Coming Through in CRUNCH TIME — Chapman University Students Win Filmmaker Contest; Short Film Will Screen at Regal Cinemas Pre-Shows Nationwide

The popcorn crunches and the Coca-Cola bubbles, as the cardboard robot advertising an upcoming sci-fi movie gazes forlornly from the cinema lobby at the concessions stand whose treats it can never consume. But wait! Stirred by the smells and sounds of the tasty treats, the automaton comes to life, rushing toward the counter to place an order and eagerly take its seat alongside a packed audience.

This is the plot of Crunch Time, the 35-second advertisement and short film created by Julian Conner and Tom Teller, students at the Dodge College of Film and Media Arts at Chapman University. The two recently won a national contest cosponsored by Coca-Cola and Regal Cinemas to screen Crunch Time during pre-shows at Regal, where the exposure will be vast: Regal’s 7,310 screens at 565 sites — the largest screen count of any exhibition chain in the U.S. and second-largest in the world — account for about 20 percent of North American box office.
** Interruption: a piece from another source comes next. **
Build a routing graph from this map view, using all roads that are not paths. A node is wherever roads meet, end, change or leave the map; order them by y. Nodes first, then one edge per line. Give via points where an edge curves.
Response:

“We met at Chapman and worked on films at school, starting our own production company,” Teller, the project’s director, tells Boxoffice. “We’d done films with robot characters in them, like Hum [about a dishwashing robot] and Icarus [an astronaut story featuring a robot sidekick]. So we submitted a script, though the final product was different from our initial concept, which was the robot waiting in line but not coming to life. Also, we eventually made it more humanoid and less childlike.”
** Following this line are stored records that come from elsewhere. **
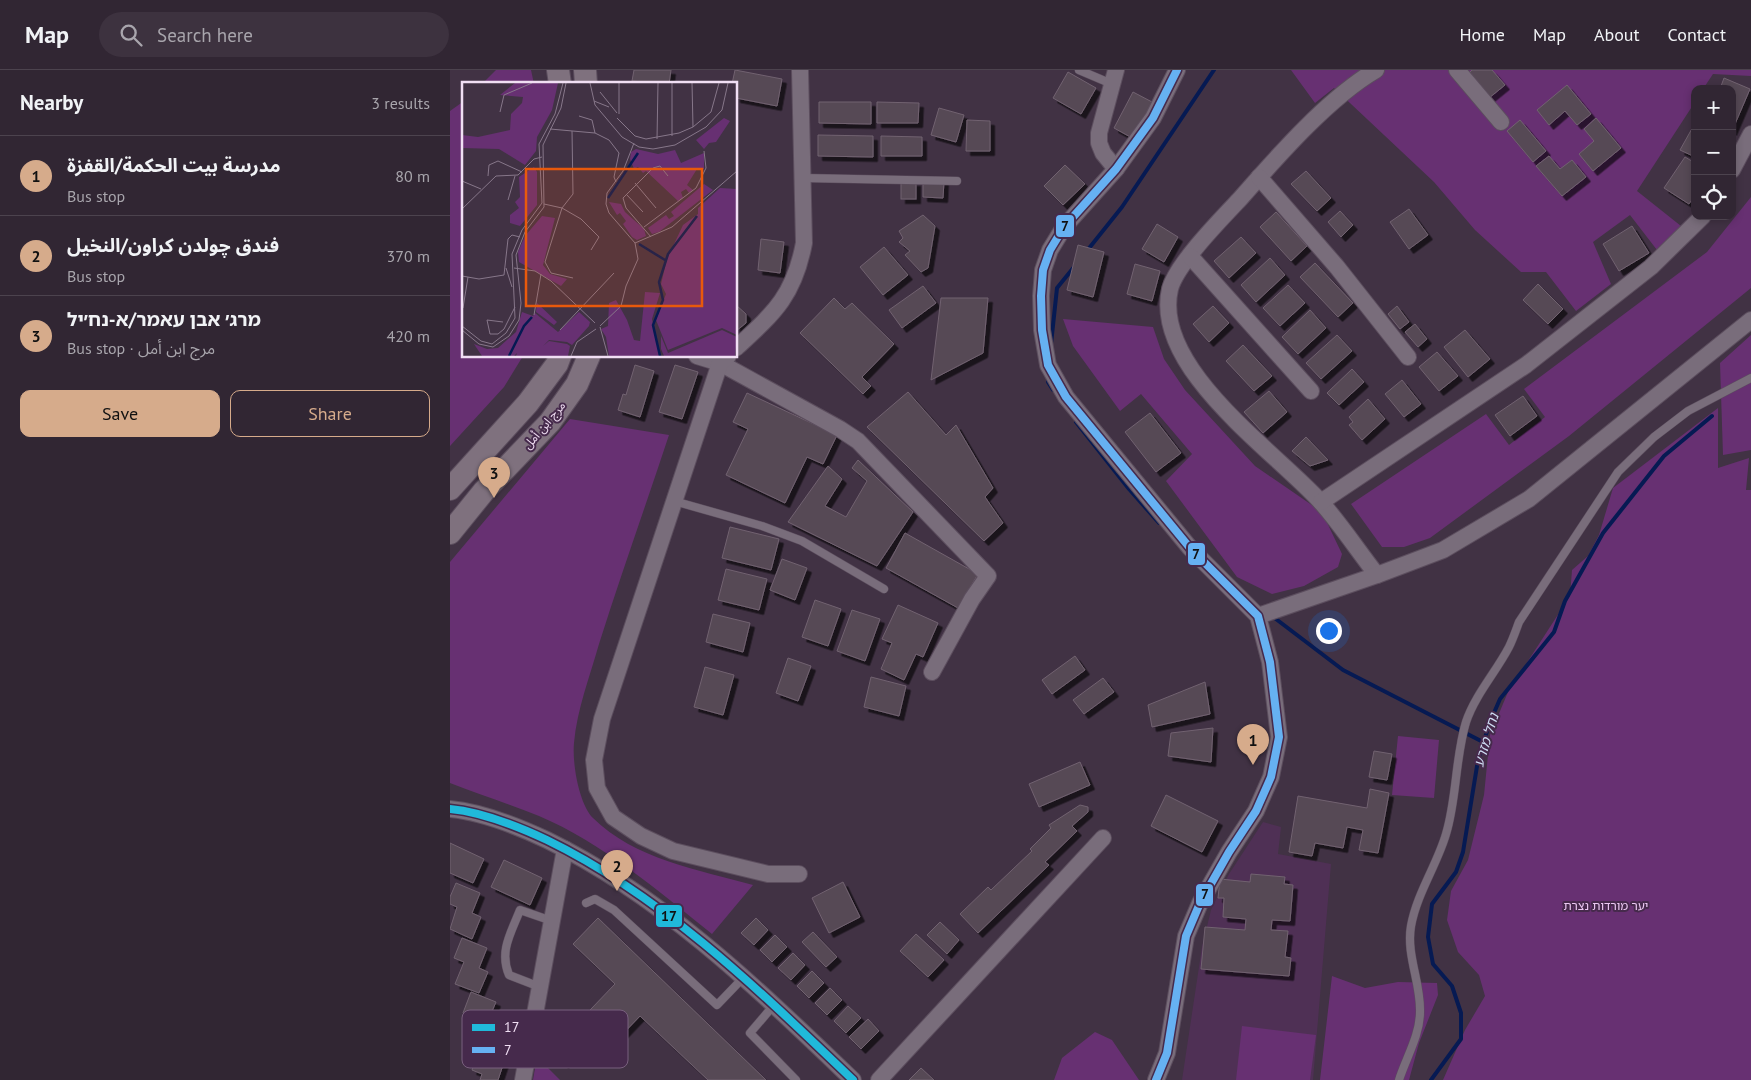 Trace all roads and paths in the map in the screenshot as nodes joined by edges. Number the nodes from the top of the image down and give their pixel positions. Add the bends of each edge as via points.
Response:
1 (800, 70) edge
2 (1079, 70) edge
3 (1177, 70) edge
4 (1376, 70) edge
5 (1457, 70) edge
6 (1114, 77) edge
7 (1501, 122) dead end
8 (1751, 134) edge
9 (1736, 162) edge
10 (1116, 169) junction
11 (1259, 177) junction
12 (803, 178) junction
13 (957, 181) dead end
14 (1699, 220) edge
15 (1190, 256) junction
16 (1750, 324) edge
17 (738, 346) edge
18 (1408, 357) dead end
19 (559, 358) edge
20 (588, 358) edge
21 (606, 358) edge
22 (710, 358) edge
23 (724, 360) edge
24 (1751, 378) edge
25 (577, 384) junction
26 (1311, 391) dead end
27 (450, 489) edge
28 (674, 501) junction
29 (1320, 502) junction
30 (450, 533) edge
31 (1377, 575) junction
32 (884, 589) dead end
33 (1258, 616) junction
34 (932, 672) dead end
35 (450, 809) edge
36 (1103, 838) dead end
37 (565, 849) junction
38 (799, 874) dead end
39 (586, 904) dead end
40 (552, 921) junction
41 (743, 978) junction
42 (540, 986) junction
43 (774, 1005) junction
44 (536, 1010) edge
45 (796, 1080) edge
46 (853, 1080) edge
47 (880, 1080) edge
48 (1156, 1080) edge
49 (1399, 1080) edge

1 - 12 street
2 - 6 lane
3 - 10 street via 1153,118
4 - 11 street via 1352,84
5 - 7 street
6 - 10 street via 1099,143
8 - 9 street
10 - 33 street via 1064,227 1050,250 1041,296 1048,365 1066,397 1190,548
11 - 15 street
11 - 18 street via 1337,267
12 - 13 lane
12 - 17 street via 804,243 792,286 774,314
14 - 29 street via 1652,267 1526,365
15 - 26 street
15 - 29 street via 1176,274 1170,289 1168,312 1186,363 1215,401
16 - 31 street via 1529,499 1443,550
19 - 27 street via 528,403
20 - 25 street, مرج ابن أمل
21 - 25 street
22 - 23 street
23 - 28 street
23 - 34 street via 858,441 988,576 972,598
24 - 49 lane via 1688,411 1654,437 1618,472 1519,622 1509,647 1472,708 1462,736 1447,834 1422,889 1412,925 1411,952 1420,995 1420,1013
25 - 30 street, مرج ابن أمل via 550,422 484,491
28 - 32 lane via 802,541
28 - 38 street via 602,719 594,760 597,788 613,817 641,836 673,851 768,874
29 - 31 street
31 - 33 street
33 - 48 street via 1270,662 1279,737 1271,778 1256,811 1200,904 1186,936 1166,1053
35 - 37 street via 519,826
36 - 47 street
37 - 40 street
37 - 41 street via 641,895
39 - 41 lane via 595,899 614,910 717,1005
40 - 42 street
40 - 42 lane via 520,910 504,950 504,963 509,975
41 - 43 street
42 - 44 street
43 - 45 lane via 750,1033
43 - 46 street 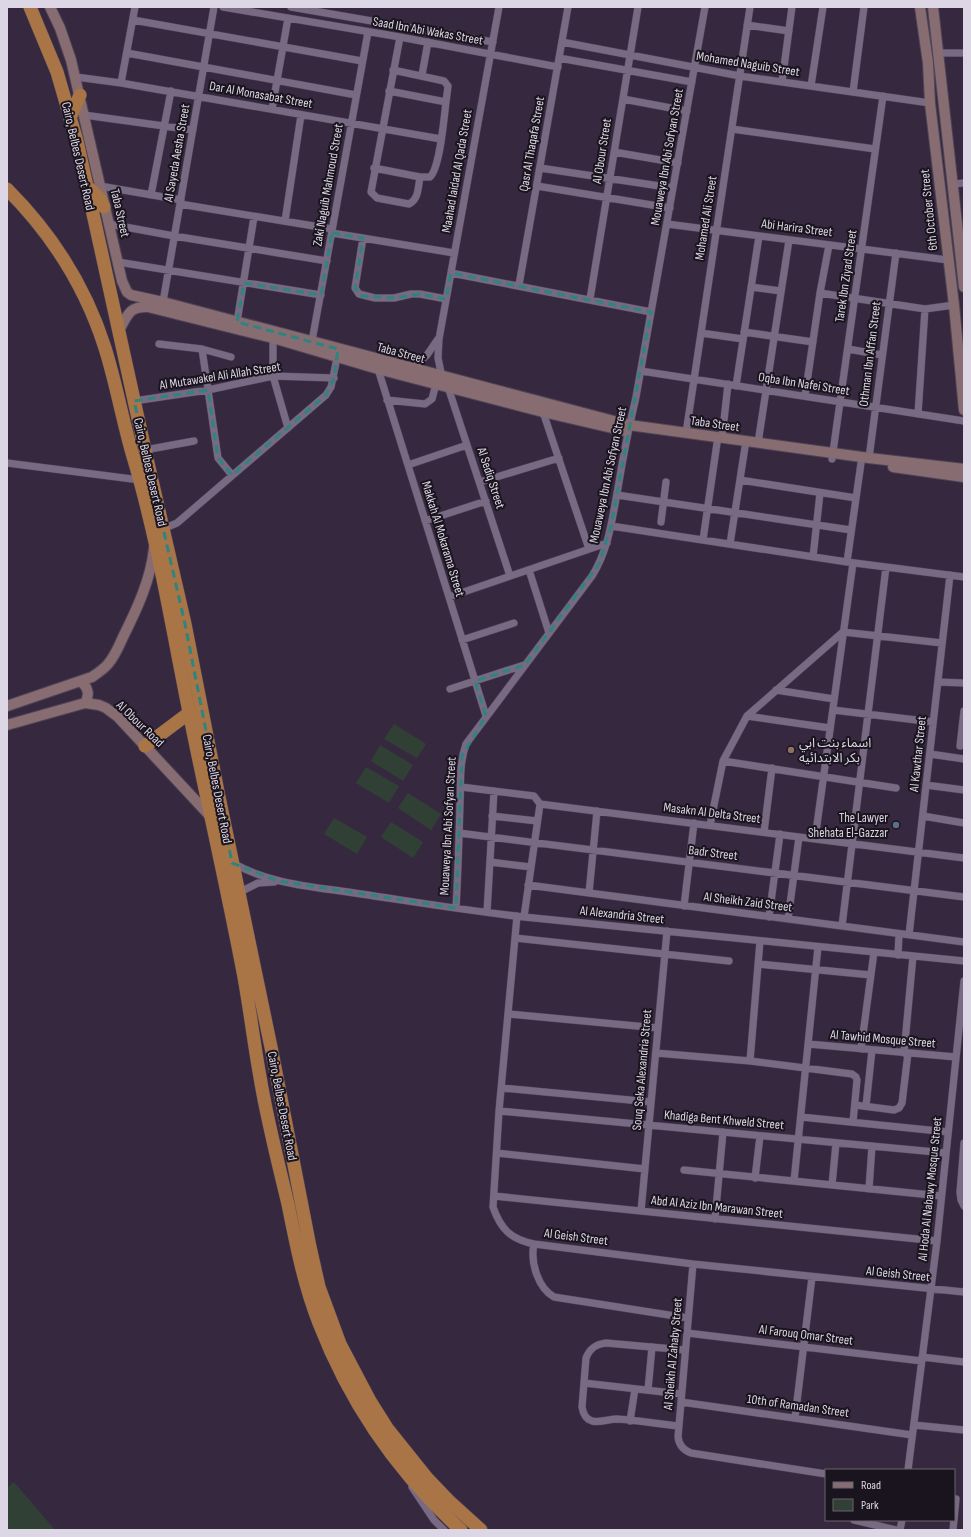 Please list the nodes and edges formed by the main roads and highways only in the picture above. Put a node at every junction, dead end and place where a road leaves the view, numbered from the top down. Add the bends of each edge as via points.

“When we found out we were in the top five finalists, we were stoked!” says Conner, the project’s editor. He and Teller were chosen as finalists alongside students from NYU, UCLA, Elon University, and the American Film Institute. Each team received $15,000 to produce its short film, which Conner and Teller shot overnight at a local Regal cinema.

They were resourceful in other ways as well. “We’ve been doing VFX on our own work for several years now, so with budget and time constraints on this project, our only option was to do it in-house,” Teller says. “There were nine shots including VFX, so it took four months for the entire project from design to finish. We had about 20 people in total: 12 people on set, and eight more throughout post and into development.”

“Fortunately, Tom was proficient in visual effects,” says Conner.

The judging panel included actor Clark Gregg from The Avengers and television’s Agents of S.H.I.E.L.D., director Richie Keen from Fist Fight, and actor Giovanni Ribisi from Avatar and Ted 2. The winning entry was announced in March at CinemaCon, the annual entertainment industry convention held in Las Vegas, which Teller and Conner attended for the first time.

What’s next, after a likely audience of millions this spring and summer for their short film? First, the duo—who name Stanley Kubrick and Danny Boyle among their primary cinematic influences—will graduate in May from their college in Orange County, California. Then they plan a move to Los Angeles with their production company, Frame 48, for which Teller is CEO and Conner is COO.

“What made it real was hearing the actual number of screens [the short film will play on],” says Teller. “Hopefully we’ll make it out to the Regal theater near here. It’s our favorite theater to go to!”